Phase 2 of the project entails completing the three-semester textbook, testing and assessing the textbook and the sequence at four other universities (Valparaiso University, Millikin University, the University of Central Missouri, and the University of St. Thomas in Minnesota), and campaigning for broad and sustained adoption of the revised sequence.

“A close look at the order and choice of topics in the mainstream calculus sequence is long overdue, especially in light of the ever-increasing role of mathematical and statistical modeling in fields such as chemistry, biology, and economics,” said Dwyer. “For too many students and at too many institutions, mainstream calculus sequences as they exist now are a poor fit.”

“One of the goals of the Resequencing Calculus project is to rearrange the ordering and choice of topics in the mainstream calculus sequence to better fit the needs of today’s students,” Gruenwald added. “Our approach more closely connects calculus instruction with its application in STEM fields, and it facilitates deeper and earlier exposure to both upper-level math courses and upper-level courses in STEM disciplines where calculus is applied.”
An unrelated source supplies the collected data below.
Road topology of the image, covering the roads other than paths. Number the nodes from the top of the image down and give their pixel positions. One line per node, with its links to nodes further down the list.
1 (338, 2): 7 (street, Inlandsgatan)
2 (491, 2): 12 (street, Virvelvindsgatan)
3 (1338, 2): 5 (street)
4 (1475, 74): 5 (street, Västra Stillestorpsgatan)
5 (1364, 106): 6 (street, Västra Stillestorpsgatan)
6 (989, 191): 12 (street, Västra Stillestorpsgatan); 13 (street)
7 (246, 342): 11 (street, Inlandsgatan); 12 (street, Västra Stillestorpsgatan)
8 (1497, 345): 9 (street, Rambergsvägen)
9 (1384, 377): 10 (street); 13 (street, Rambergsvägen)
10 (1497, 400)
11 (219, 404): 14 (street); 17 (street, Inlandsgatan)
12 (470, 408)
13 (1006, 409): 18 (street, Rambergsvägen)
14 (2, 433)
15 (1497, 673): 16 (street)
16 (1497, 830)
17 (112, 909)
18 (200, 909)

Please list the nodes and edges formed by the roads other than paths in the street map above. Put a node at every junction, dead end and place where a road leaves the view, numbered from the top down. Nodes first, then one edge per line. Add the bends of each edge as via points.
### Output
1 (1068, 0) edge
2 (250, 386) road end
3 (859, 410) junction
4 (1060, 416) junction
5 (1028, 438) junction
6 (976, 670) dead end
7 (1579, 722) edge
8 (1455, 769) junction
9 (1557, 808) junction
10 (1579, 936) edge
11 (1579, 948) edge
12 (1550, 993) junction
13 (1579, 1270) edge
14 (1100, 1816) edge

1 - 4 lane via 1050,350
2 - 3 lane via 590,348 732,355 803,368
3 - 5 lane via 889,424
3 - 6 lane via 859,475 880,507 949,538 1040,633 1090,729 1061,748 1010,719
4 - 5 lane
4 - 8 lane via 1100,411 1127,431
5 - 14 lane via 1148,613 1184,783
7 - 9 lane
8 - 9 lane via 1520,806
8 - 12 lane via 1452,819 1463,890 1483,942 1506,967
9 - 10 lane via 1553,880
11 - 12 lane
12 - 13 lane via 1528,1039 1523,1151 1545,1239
A number of UE faculty members will serve in an advisory capacity to the project, including Mohammad Azarian, Erin Davis, Clark Kimberling, and Adam Salminen in the Department of Mathematics; Jeff Braun in the Department of Physics; and David Unger in the Department of Mechanical and Civil Engineering. Brian Ernsting, assistant dean of the College of Arts and Sciences, will serve as an internal assessment advisor. Teams of undergraduate math majors at UE will contribute to the development of the text and related materials.